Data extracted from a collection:
========

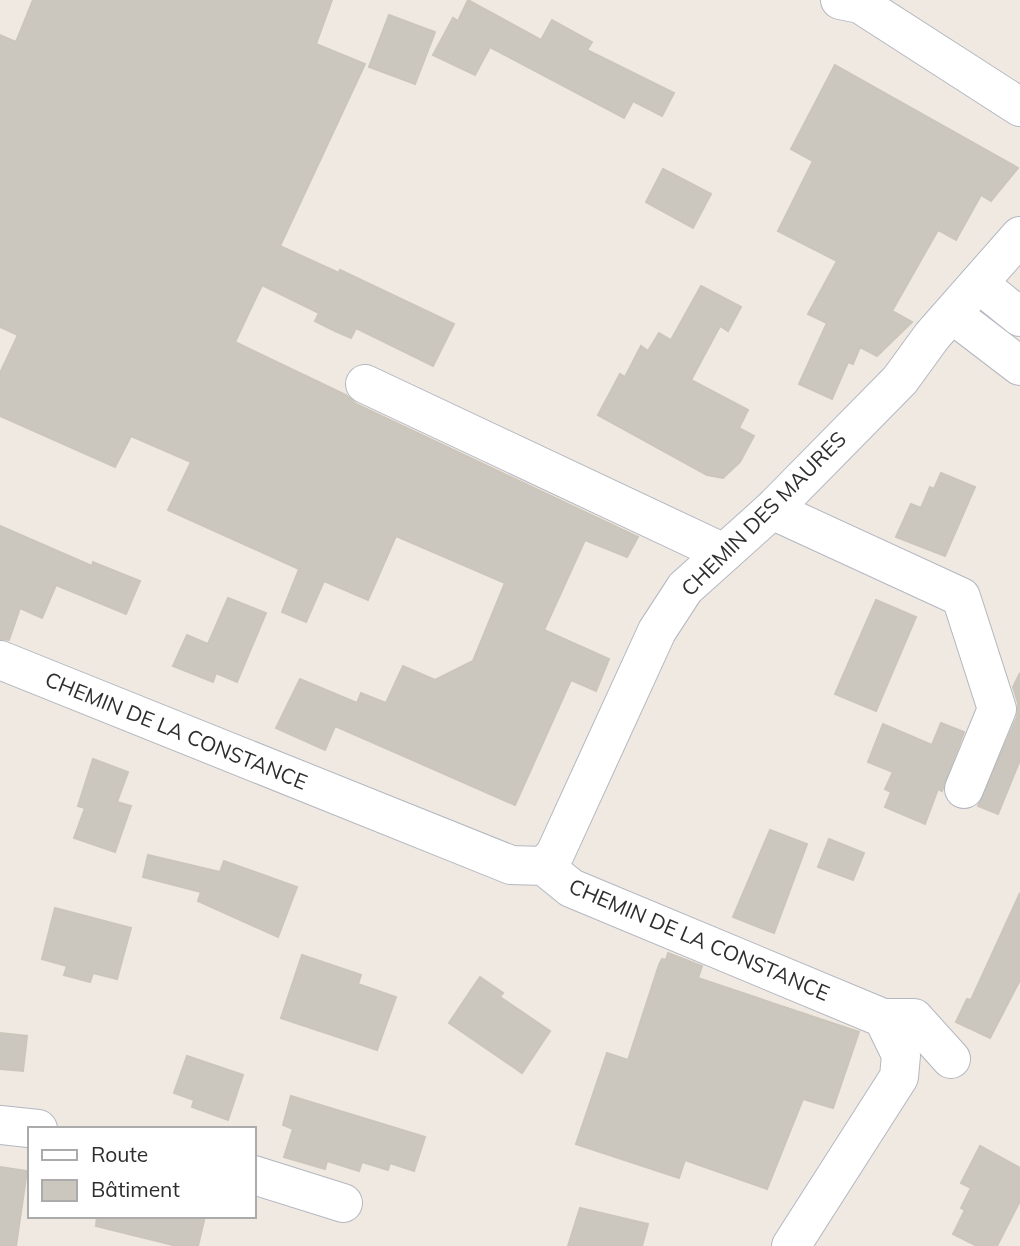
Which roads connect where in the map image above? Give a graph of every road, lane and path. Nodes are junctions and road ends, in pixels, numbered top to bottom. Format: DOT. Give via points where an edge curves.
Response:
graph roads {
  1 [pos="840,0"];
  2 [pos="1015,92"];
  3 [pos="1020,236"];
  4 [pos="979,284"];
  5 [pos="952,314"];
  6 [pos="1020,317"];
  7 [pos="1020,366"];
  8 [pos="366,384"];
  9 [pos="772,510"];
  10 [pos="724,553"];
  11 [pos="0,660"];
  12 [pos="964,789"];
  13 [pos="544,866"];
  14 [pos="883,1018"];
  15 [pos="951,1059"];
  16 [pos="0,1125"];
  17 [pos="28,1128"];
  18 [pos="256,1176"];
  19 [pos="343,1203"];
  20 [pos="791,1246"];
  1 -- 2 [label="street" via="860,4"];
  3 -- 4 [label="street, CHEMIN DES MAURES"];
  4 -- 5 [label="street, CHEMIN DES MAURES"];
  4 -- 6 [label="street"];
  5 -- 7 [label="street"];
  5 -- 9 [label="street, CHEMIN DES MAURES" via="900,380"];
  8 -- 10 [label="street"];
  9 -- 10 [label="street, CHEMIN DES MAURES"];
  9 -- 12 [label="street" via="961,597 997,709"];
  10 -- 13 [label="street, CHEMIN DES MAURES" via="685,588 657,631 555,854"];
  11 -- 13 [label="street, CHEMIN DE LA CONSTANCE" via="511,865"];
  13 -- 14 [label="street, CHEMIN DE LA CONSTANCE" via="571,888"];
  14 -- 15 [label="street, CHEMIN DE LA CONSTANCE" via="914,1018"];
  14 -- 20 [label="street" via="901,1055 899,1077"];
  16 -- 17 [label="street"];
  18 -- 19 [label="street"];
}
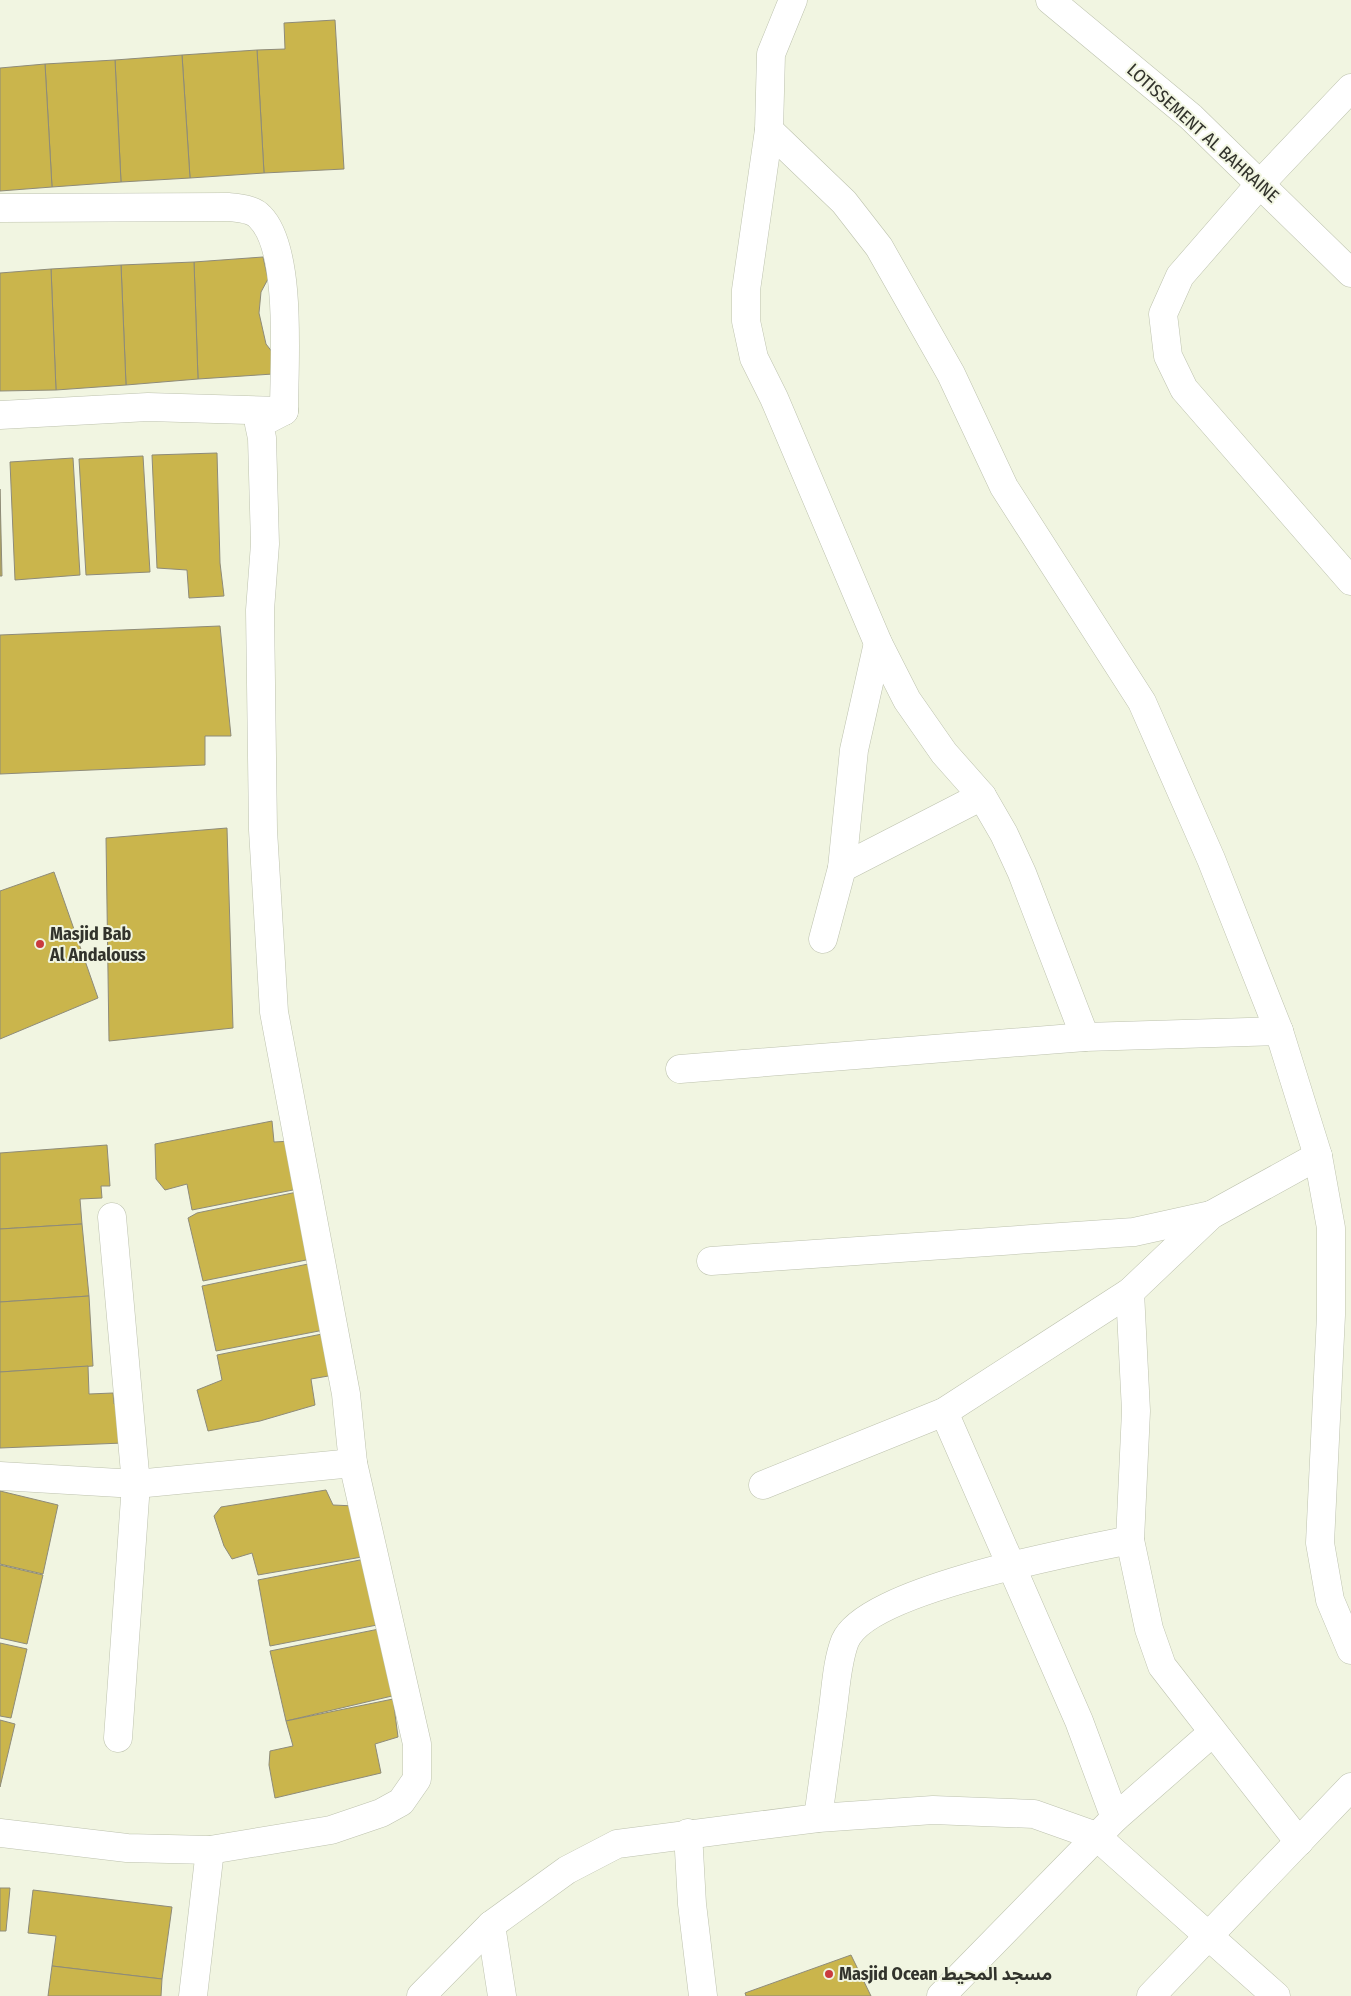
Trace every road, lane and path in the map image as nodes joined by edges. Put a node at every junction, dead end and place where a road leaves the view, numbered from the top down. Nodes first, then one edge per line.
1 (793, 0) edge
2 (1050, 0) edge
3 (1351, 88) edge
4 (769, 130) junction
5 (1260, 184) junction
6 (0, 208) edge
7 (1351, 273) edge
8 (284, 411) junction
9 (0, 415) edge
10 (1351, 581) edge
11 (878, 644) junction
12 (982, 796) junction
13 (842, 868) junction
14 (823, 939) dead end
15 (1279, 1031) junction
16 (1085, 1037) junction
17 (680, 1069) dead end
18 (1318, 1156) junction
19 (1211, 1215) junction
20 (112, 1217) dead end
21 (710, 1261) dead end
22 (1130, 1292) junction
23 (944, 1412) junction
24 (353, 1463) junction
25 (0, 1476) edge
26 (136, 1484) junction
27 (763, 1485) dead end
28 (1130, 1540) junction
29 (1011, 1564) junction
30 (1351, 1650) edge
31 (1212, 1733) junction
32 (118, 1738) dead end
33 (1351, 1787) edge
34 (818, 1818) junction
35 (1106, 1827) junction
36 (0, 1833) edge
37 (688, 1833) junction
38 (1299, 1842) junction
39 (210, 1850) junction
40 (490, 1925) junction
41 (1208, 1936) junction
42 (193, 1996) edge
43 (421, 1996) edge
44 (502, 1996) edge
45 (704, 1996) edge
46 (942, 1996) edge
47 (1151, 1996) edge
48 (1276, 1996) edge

========

→ **ASSIGNED TASK**: Copy out every line above, word for word, minus images.

→ **SOLUTION TO THE EXERCISE**:
Which roads connect where in the map image above? Give a graph of every road, lane and path. Nodes are junctions and road ends, in pixels, numbered top to bottom. Format: DOT. Give via points where an edge curves.
Response:
graph roads {
  1 [pos="840,0"];
  2 [pos="1015,92"];
  3 [pos="1020,236"];
  4 [pos="979,284"];
  5 [pos="952,314"];
  6 [pos="1020,317"];
  7 [pos="1020,366"];
  8 [pos="366,384"];
  9 [pos="772,510"];
  10 [pos="724,553"];
  11 [pos="0,660"];
  12 [pos="964,789"];
  13 [pos="544,866"];
  14 [pos="883,1018"];
  15 [pos="951,1059"];
  16 [pos="0,1125"];
  17 [pos="28,1128"];
  18 [pos="256,1176"];
  19 [pos="343,1203"];
  20 [pos="791,1246"];
  1 -- 2 [label="street" via="860,4"];
  3 -- 4 [label="street, CHEMIN DES MAURES"];
  4 -- 5 [label="street, CHEMIN DES MAURES"];
  4 -- 6 [label="street"];
  5 -- 7 [label="street"];
  5 -- 9 [label="street, CHEMIN DES MAURES" via="900,380"];
  8 -- 10 [label="street"];
  9 -- 10 [label="street, CHEMIN DES MAURES"];
  9 -- 12 [label="street" via="961,597 997,709"];
  10 -- 13 [label="street, CHEMIN DES MAURES" via="685,588 657,631 555,854"];
  11 -- 13 [label="street, CHEMIN DE LA CONSTANCE" via="511,865"];
  13 -- 14 [label="street, CHEMIN DE LA CONSTANCE" via="571,888"];
  14 -- 15 [label="street, CHEMIN DE LA CONSTANCE" via="914,1018"];
  14 -- 20 [label="street" via="901,1055 899,1077"];
  16 -- 17 [label="street"];
  18 -- 19 [label="street"];
}
Trace every road, lane and path in the map image as nodes joined by edges. Put a node at every junction, dead end and place where a road leaves the view, numbered from the top down. Nodes first, then one edge per line.
1 (793, 0) edge
2 (1050, 0) edge
3 (1351, 88) edge
4 (769, 130) junction
5 (1260, 184) junction
6 (0, 208) edge
7 (1351, 273) edge
8 (284, 411) junction
9 (0, 415) edge
10 (1351, 581) edge
11 (878, 644) junction
12 (982, 796) junction
13 (842, 868) junction
14 (823, 939) dead end
15 (1279, 1031) junction
16 (1085, 1037) junction
17 (680, 1069) dead end
18 (1318, 1156) junction
19 (1211, 1215) junction
20 (112, 1217) dead end
21 (710, 1261) dead end
22 (1130, 1292) junction
23 (944, 1412) junction
24 (353, 1463) junction
25 (0, 1476) edge
26 (136, 1484) junction
27 (763, 1485) dead end
28 (1130, 1540) junction
29 (1011, 1564) junction
30 (1351, 1650) edge
31 (1212, 1733) junction
32 (118, 1738) dead end
33 (1351, 1787) edge
34 (818, 1818) junction
35 (1106, 1827) junction
36 (0, 1833) edge
37 (688, 1833) junction
38 (1299, 1842) junction
39 (210, 1850) junction
40 (490, 1925) junction
41 (1208, 1936) junction
42 (193, 1996) edge
43 (421, 1996) edge
44 (502, 1996) edge
45 (704, 1996) edge
46 (942, 1996) edge
47 (1151, 1996) edge
48 (1276, 1996) edge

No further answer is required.